The theory arose when scientists were poking around inside the atom and noticed that certain particles appeared to move in two different directions at the same moment.
To understand why that should be impossible, imagine that you balanced a perfectly sharpened pencil on a tip occupied by one of these particles that spins left and right at the same moment. If the particle actually did move in both directions, the pencil wouldn’t know whether to tip left or right. Or more specifically, it should tip in both directions at the same time. Now obviously, if you actually balanced the pencil in this way, you’d see the pencil tip in one of the two directions, because that’s how reality works. What science hasn’t been able to figure out is how reality chooses which of the two directions to make the pencil tip. The most interesting theory they’ve come up with states that reality doesn’t choose, and instead branches off into separate parallel universes.
Now imagine if, instead of a pencil balanced on one of these particles, there are 10 of these particles connected to a contraption that fires a gun at your head if they move right and lets you live if they move left. After the first test, reality branches into two parallel universes, one in which you’re alive and another where you’re dead. After the second test, you’re dead in three universes, still alive in one. After 10 tests, there are 999 parallel universes where a bunch of scientists are cleaning your brain matter off the wall behind you, and one universe where you’re still alive. According to the “many worlds” theory, the scientists have a 99.9 percent chance of existing in one of the realities where they’re about to have a lot of explaining to do. But since you no longer exist in any of those realities, from your point of view, you have a 100 percent chance of existing in the one universe where the gun never fired.
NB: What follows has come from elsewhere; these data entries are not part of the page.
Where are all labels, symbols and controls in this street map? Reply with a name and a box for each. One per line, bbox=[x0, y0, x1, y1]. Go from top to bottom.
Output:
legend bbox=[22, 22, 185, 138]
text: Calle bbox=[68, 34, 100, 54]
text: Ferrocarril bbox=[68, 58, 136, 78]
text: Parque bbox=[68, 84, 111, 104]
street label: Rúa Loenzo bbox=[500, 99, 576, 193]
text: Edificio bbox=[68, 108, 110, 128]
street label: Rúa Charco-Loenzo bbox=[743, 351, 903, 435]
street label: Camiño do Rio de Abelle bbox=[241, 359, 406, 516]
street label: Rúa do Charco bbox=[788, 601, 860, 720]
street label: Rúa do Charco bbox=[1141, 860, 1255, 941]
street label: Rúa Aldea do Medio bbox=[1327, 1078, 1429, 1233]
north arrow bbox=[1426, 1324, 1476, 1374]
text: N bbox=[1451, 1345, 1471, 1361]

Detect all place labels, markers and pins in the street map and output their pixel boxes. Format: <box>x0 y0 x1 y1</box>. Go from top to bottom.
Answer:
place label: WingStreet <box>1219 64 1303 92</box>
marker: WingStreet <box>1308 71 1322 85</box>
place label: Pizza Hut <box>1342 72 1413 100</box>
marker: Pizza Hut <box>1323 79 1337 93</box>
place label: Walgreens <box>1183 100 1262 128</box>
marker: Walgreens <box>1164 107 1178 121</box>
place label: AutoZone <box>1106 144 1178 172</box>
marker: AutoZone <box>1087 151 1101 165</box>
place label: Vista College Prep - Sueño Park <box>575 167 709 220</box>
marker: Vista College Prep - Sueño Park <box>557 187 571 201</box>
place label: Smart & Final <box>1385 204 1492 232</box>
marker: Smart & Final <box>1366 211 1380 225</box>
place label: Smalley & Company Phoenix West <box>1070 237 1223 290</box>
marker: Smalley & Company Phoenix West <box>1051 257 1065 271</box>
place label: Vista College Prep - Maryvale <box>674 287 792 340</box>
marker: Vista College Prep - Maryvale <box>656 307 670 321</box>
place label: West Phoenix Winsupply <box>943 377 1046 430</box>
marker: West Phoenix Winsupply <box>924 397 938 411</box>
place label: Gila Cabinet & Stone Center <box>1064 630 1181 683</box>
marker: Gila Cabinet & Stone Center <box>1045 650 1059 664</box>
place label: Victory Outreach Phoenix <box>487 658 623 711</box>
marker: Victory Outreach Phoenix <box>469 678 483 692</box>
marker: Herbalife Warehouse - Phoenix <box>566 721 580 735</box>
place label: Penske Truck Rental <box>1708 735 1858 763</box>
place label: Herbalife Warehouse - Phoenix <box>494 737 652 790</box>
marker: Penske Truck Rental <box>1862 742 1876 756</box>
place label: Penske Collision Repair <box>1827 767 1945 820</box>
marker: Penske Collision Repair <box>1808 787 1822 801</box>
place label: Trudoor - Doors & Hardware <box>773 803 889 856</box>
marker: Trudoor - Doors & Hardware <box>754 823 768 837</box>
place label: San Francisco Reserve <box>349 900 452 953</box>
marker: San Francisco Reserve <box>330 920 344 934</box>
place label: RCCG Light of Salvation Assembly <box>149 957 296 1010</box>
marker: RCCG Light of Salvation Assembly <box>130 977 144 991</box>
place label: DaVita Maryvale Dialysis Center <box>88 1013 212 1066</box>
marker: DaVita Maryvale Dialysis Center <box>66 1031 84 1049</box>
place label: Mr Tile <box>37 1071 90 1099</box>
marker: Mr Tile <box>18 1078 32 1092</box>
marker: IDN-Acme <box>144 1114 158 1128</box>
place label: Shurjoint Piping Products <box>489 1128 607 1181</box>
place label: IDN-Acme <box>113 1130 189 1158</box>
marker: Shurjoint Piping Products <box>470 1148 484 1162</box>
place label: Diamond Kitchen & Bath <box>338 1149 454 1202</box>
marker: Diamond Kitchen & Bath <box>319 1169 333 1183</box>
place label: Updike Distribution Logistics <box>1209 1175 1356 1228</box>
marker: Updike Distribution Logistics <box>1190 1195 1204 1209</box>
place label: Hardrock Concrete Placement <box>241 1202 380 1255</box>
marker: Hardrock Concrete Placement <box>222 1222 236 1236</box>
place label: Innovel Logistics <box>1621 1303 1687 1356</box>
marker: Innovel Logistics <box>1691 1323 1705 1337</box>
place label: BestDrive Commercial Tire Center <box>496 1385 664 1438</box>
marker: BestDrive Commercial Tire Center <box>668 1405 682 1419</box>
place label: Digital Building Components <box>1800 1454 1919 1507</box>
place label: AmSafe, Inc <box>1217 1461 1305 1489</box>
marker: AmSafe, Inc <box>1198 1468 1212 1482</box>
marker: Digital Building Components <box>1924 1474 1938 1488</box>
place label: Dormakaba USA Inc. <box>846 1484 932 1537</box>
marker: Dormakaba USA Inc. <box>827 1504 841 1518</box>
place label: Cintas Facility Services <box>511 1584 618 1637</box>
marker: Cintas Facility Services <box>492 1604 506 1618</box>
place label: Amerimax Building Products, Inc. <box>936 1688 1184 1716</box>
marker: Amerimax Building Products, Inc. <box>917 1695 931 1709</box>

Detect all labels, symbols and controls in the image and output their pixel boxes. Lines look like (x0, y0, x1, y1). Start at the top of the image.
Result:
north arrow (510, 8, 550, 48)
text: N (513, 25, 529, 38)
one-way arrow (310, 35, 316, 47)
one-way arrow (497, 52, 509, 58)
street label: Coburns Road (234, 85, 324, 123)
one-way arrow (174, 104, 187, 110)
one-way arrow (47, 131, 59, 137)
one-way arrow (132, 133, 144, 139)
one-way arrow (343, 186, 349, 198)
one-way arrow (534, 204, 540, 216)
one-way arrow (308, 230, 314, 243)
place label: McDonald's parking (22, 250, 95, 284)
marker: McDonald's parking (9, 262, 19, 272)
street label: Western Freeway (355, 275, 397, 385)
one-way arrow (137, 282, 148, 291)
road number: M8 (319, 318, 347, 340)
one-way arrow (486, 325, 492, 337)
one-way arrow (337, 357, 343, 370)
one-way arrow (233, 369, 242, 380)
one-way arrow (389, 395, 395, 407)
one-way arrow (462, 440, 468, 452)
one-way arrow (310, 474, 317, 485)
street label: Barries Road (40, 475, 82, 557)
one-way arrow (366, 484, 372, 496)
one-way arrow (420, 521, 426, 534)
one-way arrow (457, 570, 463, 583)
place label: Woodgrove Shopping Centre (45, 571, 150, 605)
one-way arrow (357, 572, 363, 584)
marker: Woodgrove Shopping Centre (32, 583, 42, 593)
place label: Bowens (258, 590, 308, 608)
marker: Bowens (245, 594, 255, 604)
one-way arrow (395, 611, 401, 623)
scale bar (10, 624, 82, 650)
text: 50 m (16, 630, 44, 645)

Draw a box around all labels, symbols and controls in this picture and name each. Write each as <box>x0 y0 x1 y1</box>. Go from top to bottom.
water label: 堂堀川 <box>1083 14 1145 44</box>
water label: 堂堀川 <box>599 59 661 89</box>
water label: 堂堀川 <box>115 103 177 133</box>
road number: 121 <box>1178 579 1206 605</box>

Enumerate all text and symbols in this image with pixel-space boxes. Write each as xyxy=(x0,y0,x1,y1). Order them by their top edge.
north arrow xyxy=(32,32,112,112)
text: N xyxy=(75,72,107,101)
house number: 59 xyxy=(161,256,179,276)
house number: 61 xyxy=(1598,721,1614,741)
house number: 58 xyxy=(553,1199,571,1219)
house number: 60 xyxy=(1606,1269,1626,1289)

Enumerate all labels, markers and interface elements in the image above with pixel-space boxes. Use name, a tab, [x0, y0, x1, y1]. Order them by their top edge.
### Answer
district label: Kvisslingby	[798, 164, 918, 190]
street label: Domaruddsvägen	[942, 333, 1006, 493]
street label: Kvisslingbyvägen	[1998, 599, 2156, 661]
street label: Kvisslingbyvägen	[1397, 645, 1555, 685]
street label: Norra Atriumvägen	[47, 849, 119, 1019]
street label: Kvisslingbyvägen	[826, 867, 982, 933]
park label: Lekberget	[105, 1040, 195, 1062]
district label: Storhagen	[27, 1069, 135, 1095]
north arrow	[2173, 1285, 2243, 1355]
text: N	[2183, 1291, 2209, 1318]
You are guaranteed to continue living in one of the 1,000 universes that you just created, which is, of course, the one that you’re going to be aware of.
(Cantrell, M. A., Cross, J. Cracked dot com, 2012. I never, ever thought I’d be using Cracked in an academic citation)
If you read all that (and you really should, it’s fascinating if you’re into the fringes of scientific theory), then it should be self-evident how this applies to video games. The reality in which the protagonist (in this case Kratos) exists, and continues to exist throughout the sequels, is the reality in which he evaded all the traps of Pandora’s Temple in the first game, and the very existence of the first game’s plot owes to the reality of him having survived everything in the prequel games, not the infinitude of realities where he succumbed to the traps in those games and died.
If you’ve ever seen the Nic Cage movie Next, then regardless of the movie’s overall quality (The climax was a freaking dream?! Sorry, had to get it out of my system), there’s a scene where his character, who has the ability to tell the future, demonstrates Quantum Immortality incredibly well. He basically looks through all different possible futures at one point, which involve all different timeline versions of him walking through the warehouse looking for an assassin or something (Apologies, it’s been a while), each of them ultimately getting shot and killed. With this foreknowledge, he does everything that the dead future-versions of him don’t, and therefore brute-forces himself into the timeline where he does live.
So basically: every time Mario gets hit by a Goomba, or falls into a pit or gets whacked by a shell, he’s providing a demonstration of Quantum Immortality. Every play in which he dies opens up an alternate reality, theoretically, than the one in which he ultimately lives.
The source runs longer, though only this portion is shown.